■ EXERCISE DESCRIPTION
Your response must be made up of each line in the data below that contains the string "edges".

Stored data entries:
● ● ●

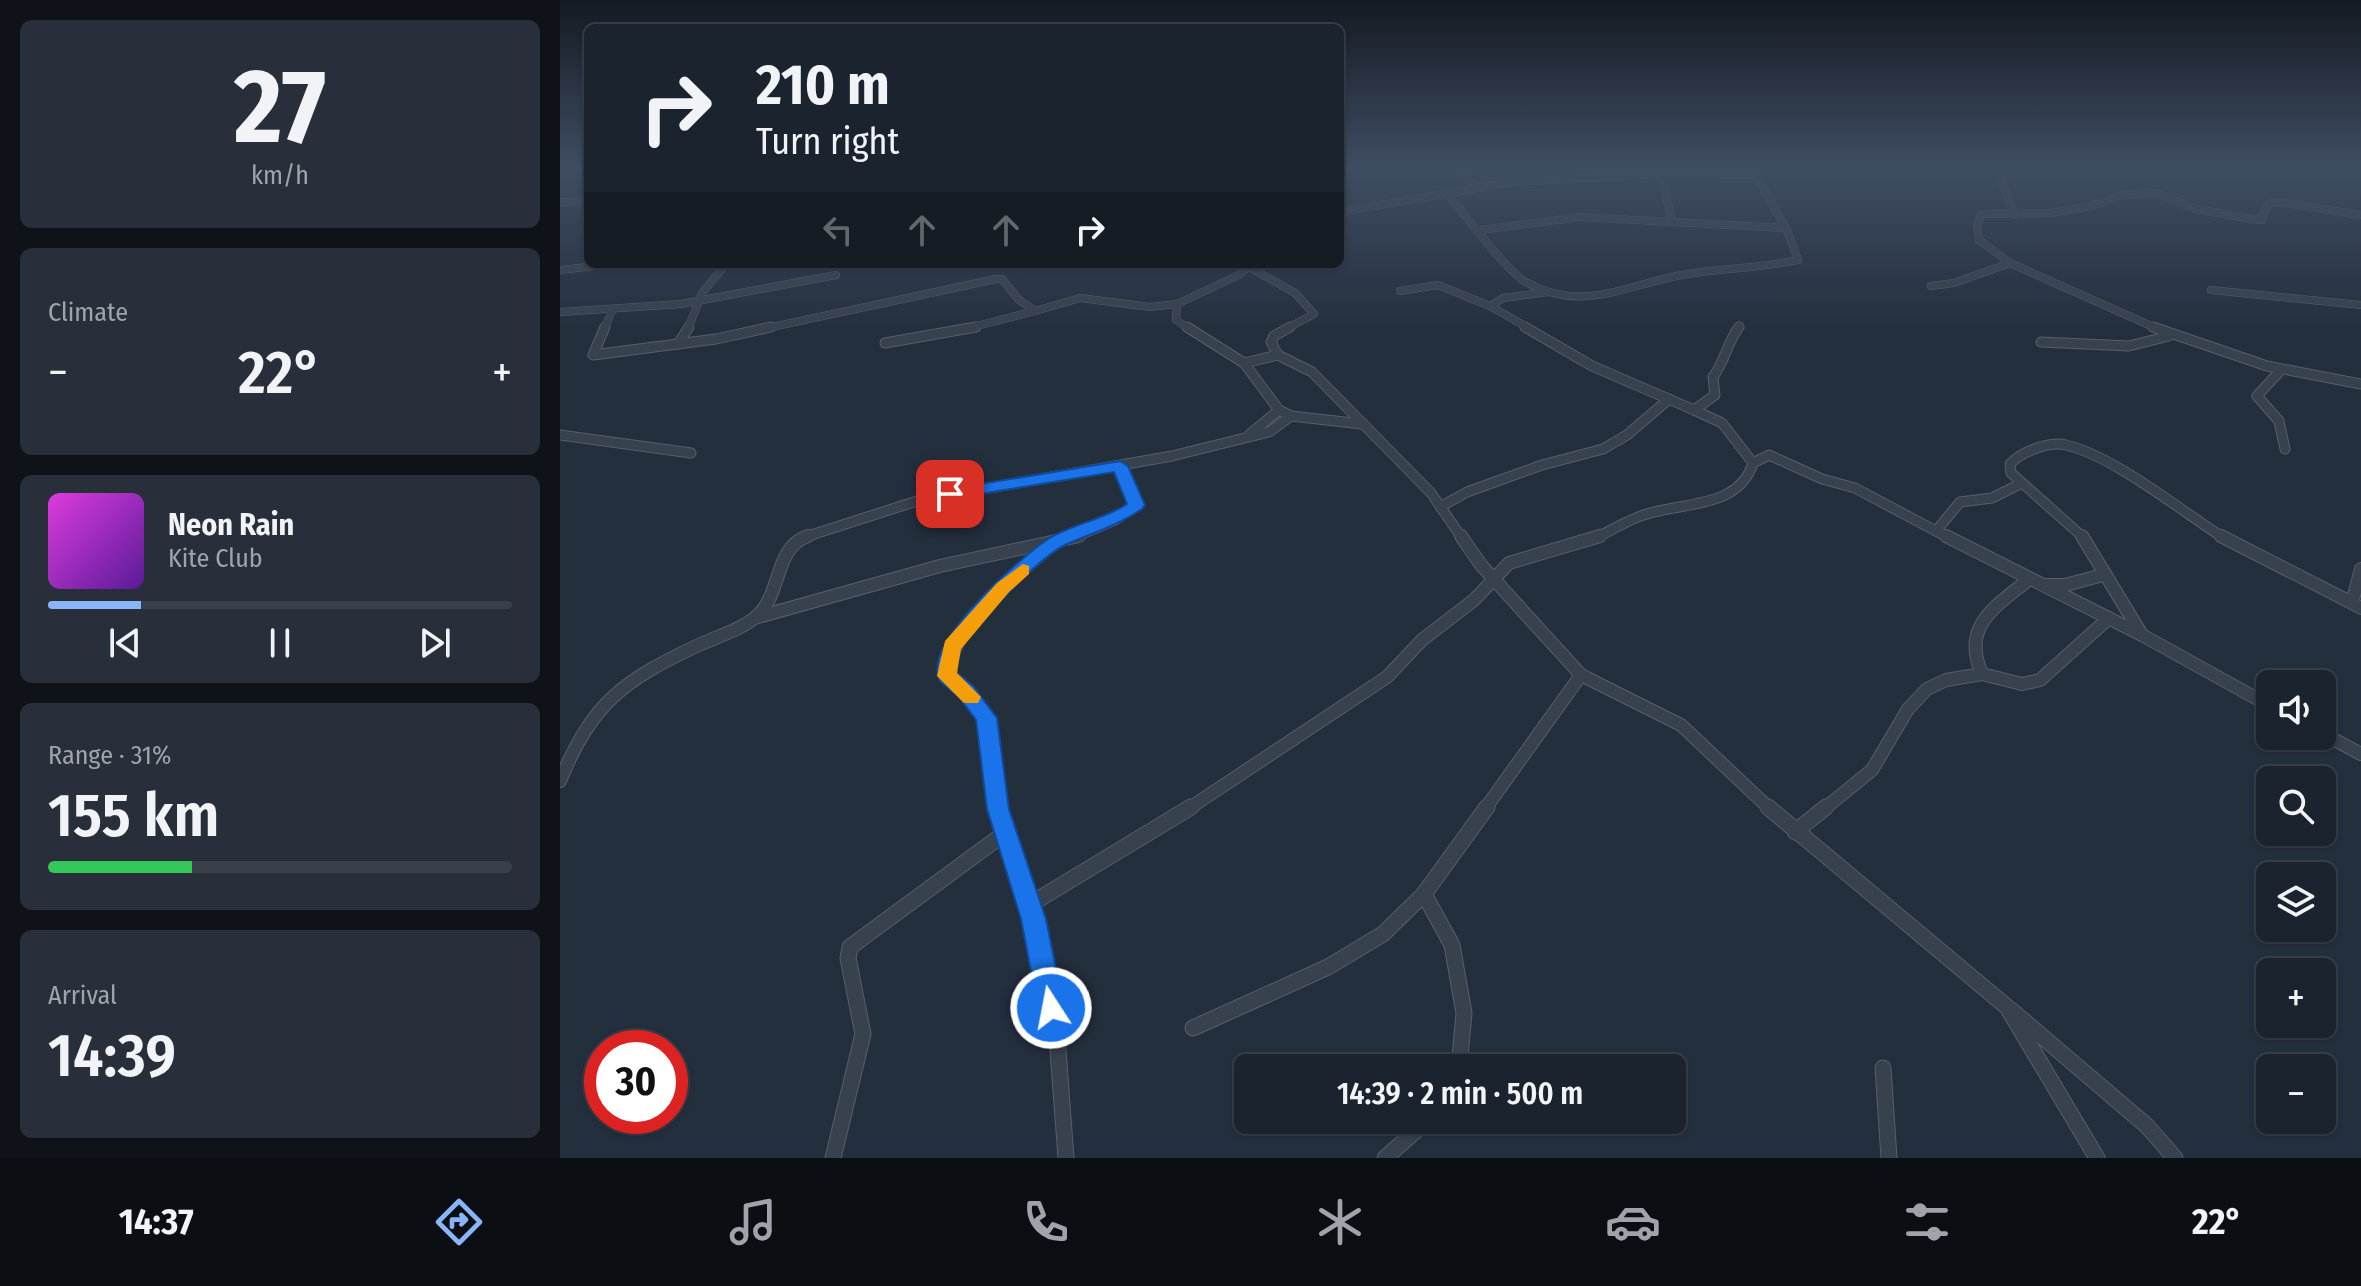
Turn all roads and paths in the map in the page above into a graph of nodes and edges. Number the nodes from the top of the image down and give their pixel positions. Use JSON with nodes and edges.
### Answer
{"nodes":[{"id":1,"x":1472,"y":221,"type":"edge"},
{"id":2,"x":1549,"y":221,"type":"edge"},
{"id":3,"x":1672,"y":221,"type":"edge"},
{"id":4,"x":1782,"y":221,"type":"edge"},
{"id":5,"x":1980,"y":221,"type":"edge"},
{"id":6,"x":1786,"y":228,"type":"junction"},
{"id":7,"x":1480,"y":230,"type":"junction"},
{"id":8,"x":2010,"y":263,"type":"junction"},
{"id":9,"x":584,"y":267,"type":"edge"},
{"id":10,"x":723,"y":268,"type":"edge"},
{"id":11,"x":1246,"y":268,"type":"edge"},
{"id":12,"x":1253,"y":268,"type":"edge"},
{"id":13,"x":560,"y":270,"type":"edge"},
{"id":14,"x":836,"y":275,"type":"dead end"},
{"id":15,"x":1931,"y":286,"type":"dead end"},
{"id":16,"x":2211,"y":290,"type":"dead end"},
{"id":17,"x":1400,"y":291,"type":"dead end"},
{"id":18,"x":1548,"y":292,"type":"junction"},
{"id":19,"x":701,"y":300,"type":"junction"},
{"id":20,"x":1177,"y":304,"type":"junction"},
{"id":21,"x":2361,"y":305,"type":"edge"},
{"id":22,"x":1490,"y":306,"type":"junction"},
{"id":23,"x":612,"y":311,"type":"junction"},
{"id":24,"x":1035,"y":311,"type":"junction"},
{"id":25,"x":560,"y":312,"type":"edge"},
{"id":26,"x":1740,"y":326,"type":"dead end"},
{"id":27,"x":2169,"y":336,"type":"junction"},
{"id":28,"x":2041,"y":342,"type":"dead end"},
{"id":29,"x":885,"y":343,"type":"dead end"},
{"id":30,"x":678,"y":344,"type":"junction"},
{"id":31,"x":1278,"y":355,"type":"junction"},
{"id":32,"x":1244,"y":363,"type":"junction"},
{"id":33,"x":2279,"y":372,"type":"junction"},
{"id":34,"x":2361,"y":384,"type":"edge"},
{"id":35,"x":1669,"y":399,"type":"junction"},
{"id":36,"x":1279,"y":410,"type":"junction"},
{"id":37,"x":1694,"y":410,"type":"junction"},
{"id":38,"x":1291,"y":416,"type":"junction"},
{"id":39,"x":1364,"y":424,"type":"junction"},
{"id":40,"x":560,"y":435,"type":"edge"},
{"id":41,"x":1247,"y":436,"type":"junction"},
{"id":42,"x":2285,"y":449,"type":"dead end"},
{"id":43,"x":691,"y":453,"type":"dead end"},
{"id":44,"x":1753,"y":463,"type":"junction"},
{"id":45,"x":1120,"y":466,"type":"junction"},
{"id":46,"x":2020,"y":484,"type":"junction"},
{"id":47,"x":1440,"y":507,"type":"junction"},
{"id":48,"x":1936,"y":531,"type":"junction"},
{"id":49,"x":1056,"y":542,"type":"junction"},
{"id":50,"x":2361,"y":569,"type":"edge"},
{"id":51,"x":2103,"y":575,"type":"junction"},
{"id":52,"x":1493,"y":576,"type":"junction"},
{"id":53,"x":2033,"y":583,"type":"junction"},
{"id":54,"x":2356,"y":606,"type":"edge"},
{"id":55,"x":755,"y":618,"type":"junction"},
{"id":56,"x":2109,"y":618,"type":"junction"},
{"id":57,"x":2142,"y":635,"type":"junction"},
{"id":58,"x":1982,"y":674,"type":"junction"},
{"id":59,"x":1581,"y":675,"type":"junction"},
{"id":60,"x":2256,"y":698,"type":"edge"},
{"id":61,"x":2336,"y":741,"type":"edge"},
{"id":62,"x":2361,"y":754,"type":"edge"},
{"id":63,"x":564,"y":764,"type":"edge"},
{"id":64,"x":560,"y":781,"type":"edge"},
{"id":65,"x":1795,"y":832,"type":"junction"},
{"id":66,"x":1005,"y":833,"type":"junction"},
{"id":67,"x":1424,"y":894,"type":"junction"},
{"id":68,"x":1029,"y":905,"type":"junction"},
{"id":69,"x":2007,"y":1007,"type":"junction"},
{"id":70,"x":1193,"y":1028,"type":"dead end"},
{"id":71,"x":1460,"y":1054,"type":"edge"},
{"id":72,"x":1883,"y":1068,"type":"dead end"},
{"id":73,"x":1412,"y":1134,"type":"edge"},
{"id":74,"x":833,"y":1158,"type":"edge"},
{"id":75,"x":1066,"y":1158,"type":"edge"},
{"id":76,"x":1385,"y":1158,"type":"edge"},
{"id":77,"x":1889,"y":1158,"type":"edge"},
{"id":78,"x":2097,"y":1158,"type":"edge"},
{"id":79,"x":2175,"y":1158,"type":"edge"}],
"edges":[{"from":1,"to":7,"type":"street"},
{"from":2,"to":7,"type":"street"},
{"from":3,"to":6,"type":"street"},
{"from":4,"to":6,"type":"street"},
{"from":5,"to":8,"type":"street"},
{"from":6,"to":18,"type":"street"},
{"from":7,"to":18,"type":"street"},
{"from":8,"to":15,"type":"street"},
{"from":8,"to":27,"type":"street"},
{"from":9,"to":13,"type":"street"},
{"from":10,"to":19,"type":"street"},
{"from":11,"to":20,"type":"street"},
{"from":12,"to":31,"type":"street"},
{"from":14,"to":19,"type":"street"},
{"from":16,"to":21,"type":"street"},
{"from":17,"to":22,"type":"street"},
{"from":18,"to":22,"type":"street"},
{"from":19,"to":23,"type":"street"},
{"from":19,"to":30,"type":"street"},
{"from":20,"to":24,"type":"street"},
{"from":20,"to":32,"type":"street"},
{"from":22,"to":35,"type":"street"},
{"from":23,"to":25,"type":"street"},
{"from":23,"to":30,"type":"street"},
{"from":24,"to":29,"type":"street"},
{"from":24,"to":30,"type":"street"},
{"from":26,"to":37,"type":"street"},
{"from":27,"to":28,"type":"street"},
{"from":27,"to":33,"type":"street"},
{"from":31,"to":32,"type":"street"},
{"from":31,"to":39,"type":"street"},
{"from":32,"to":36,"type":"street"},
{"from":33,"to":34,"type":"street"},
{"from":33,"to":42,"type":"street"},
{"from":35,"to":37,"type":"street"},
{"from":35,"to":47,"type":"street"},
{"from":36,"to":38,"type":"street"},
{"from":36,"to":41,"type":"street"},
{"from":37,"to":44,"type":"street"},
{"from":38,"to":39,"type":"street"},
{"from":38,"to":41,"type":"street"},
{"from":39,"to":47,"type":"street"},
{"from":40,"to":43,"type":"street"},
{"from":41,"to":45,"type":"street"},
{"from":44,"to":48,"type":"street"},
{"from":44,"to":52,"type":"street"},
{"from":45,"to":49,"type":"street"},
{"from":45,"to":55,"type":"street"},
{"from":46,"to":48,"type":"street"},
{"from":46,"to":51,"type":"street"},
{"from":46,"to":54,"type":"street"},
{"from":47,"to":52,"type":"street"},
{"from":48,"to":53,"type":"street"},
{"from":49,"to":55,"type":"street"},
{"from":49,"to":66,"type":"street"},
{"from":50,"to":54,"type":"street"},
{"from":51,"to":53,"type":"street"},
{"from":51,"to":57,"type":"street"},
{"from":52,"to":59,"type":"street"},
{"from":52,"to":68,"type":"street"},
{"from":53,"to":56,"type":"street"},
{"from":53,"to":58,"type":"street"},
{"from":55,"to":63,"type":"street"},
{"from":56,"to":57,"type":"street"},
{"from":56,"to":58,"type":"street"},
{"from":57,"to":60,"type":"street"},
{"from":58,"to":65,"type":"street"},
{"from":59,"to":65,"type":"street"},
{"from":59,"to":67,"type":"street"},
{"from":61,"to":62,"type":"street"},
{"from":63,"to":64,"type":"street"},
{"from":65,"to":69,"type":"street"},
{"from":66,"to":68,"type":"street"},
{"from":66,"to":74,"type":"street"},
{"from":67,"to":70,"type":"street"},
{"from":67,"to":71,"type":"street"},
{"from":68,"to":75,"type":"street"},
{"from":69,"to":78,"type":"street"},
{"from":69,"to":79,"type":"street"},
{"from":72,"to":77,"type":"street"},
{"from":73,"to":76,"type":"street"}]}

● ● ●

■ EXERCISE ANSWER
Turn all roads and paths in the map in the page above into a graph of nodes and edges. Number the nodes from the top of the image down and give their pixel positions. Use JSON with nodes and edges.
"edges":[{"from":1,"to":7,"type":"street"},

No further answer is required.